**Work to complete**. Every line below that mentions the word "ends" should be copied out.

Stored items
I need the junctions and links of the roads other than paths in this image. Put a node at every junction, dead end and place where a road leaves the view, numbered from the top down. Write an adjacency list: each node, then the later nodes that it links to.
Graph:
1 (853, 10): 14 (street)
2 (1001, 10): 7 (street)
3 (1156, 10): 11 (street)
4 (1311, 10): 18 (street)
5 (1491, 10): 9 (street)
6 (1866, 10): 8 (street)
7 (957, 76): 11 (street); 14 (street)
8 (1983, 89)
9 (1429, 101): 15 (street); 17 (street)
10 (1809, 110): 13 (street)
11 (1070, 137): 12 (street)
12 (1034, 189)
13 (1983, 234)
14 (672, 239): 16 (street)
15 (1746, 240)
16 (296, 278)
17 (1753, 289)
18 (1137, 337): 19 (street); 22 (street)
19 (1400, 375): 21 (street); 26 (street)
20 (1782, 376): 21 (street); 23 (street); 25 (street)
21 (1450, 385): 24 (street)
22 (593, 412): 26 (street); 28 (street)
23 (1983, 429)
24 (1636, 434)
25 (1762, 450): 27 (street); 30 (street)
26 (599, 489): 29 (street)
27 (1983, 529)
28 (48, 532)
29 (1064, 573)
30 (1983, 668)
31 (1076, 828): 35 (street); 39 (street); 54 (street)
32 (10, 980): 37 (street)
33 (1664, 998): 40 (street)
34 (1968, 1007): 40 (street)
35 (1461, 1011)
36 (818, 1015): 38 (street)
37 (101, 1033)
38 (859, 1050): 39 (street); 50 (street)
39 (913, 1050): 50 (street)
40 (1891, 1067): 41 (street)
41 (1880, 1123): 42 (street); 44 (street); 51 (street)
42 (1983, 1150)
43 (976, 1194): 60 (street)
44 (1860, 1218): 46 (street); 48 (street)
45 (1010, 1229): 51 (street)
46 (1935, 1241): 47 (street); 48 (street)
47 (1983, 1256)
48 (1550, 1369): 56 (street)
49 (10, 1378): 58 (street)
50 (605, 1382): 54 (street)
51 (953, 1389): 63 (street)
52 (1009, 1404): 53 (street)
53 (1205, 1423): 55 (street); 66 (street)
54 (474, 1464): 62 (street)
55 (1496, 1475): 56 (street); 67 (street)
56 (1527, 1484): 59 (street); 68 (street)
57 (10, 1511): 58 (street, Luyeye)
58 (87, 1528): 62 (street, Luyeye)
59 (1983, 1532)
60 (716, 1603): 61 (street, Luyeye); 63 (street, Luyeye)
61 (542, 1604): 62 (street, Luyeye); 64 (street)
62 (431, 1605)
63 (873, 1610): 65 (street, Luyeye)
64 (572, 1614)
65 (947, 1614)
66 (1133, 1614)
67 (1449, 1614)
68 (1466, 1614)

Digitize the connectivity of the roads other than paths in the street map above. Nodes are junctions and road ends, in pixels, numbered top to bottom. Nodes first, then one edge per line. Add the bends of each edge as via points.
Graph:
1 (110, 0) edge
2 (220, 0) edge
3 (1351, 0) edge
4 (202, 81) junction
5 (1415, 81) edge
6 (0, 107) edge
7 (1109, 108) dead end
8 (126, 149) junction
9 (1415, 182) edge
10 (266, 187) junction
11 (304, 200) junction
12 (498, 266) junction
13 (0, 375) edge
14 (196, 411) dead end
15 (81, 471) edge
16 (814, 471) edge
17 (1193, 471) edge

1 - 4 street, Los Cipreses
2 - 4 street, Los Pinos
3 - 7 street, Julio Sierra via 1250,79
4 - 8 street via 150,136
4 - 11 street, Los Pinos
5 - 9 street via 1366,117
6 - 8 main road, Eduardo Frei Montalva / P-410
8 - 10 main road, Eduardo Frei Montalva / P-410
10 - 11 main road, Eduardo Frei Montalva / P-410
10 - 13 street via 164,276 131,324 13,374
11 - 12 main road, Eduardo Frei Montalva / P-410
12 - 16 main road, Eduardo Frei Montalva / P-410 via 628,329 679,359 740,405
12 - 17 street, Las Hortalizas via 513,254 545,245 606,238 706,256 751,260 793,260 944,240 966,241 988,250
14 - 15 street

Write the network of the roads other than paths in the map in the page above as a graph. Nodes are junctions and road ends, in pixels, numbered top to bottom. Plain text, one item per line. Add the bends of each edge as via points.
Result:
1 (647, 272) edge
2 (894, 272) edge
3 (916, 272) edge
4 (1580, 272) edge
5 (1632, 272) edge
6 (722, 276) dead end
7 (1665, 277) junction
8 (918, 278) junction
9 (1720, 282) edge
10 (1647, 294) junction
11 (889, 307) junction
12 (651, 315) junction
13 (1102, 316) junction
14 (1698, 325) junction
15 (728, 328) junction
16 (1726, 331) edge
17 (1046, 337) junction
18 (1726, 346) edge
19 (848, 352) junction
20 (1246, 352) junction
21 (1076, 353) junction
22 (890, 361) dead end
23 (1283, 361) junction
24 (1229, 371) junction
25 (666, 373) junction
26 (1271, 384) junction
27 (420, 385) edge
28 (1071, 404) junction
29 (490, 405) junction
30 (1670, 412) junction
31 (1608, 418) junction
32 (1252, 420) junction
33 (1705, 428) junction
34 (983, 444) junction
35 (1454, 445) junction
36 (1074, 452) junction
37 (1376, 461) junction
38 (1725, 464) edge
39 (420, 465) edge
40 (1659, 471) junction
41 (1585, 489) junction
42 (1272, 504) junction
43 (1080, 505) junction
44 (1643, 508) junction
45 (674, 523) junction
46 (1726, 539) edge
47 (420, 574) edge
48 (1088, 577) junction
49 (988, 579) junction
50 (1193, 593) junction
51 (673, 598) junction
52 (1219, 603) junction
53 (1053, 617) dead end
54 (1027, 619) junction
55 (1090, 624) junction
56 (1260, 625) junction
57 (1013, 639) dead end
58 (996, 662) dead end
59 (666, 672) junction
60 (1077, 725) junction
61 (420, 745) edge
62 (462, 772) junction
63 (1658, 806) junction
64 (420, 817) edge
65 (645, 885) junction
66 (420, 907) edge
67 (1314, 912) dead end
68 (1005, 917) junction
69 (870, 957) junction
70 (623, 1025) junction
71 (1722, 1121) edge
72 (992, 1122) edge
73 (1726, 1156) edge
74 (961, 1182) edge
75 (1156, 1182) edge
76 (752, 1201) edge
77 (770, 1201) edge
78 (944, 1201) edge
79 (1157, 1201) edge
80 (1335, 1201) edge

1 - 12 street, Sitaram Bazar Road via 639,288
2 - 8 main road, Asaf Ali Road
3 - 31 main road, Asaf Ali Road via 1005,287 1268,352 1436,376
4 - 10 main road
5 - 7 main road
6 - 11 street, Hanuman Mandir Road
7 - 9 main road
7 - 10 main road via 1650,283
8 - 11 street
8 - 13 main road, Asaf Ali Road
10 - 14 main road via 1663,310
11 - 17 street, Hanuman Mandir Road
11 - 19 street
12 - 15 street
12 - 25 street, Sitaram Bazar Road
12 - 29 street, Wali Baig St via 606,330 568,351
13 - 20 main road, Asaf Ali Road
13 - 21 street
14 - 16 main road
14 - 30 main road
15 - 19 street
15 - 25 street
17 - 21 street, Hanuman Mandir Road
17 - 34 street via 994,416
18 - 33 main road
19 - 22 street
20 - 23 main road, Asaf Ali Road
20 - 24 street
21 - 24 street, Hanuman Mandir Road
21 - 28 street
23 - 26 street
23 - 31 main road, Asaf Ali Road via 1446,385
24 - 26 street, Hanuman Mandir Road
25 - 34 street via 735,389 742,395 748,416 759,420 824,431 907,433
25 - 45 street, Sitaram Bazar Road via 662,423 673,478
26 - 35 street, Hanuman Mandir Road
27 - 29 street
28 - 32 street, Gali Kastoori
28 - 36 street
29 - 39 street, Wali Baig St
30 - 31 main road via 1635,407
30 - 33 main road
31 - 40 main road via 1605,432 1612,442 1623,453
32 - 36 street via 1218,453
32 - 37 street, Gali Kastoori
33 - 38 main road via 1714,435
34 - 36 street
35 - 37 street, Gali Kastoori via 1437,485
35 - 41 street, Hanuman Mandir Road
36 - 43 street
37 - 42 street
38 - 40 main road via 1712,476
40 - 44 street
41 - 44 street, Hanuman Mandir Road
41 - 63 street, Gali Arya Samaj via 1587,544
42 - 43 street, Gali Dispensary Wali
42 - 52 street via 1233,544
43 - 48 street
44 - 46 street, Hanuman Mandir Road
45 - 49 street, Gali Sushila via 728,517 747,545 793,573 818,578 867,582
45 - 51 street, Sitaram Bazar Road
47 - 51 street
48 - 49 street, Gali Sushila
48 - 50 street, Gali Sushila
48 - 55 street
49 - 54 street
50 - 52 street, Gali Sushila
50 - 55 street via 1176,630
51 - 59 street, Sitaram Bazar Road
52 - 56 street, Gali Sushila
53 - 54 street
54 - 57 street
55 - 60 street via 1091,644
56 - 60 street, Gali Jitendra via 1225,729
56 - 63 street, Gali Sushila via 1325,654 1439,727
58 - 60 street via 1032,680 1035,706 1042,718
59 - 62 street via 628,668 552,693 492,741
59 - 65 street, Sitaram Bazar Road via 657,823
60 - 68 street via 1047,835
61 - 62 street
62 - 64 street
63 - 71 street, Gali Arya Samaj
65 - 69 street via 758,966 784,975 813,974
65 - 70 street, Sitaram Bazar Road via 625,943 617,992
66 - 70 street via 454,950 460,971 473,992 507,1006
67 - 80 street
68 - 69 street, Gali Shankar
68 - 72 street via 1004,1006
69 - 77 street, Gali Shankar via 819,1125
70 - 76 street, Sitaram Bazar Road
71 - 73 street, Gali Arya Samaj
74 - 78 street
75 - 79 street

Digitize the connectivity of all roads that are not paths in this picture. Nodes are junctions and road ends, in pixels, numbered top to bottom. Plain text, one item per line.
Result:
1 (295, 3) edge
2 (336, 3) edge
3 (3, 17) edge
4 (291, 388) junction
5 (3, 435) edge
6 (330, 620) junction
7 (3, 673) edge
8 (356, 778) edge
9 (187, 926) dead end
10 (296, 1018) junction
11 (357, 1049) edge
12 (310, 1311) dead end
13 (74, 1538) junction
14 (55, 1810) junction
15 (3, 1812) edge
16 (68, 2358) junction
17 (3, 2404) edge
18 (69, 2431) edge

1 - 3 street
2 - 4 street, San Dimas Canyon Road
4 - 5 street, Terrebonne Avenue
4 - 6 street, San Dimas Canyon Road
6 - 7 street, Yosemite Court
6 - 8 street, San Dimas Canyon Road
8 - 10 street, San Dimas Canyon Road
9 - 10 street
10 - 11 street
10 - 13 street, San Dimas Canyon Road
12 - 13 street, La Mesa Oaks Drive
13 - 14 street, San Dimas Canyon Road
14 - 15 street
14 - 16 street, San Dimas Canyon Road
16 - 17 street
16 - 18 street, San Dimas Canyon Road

**Answer**.
Digitize the connectivity of the roads other than paths in the street map above. Nodes are junctions and road ends, in pixels, numbered top to bottom. Nodes first, then one edge per line. Add the bends of each edge as via points.
Write the network of the roads other than paths in the map in the page above as a graph. Nodes are junctions and road ends, in pixels, numbered top to bottom. Plain text, one item per line. Add the bends of each edge as via points.
Digitize the connectivity of all roads that are not paths in this picture. Nodes are junctions and road ends, in pixels, numbered top to bottom. Plain text, one item per line.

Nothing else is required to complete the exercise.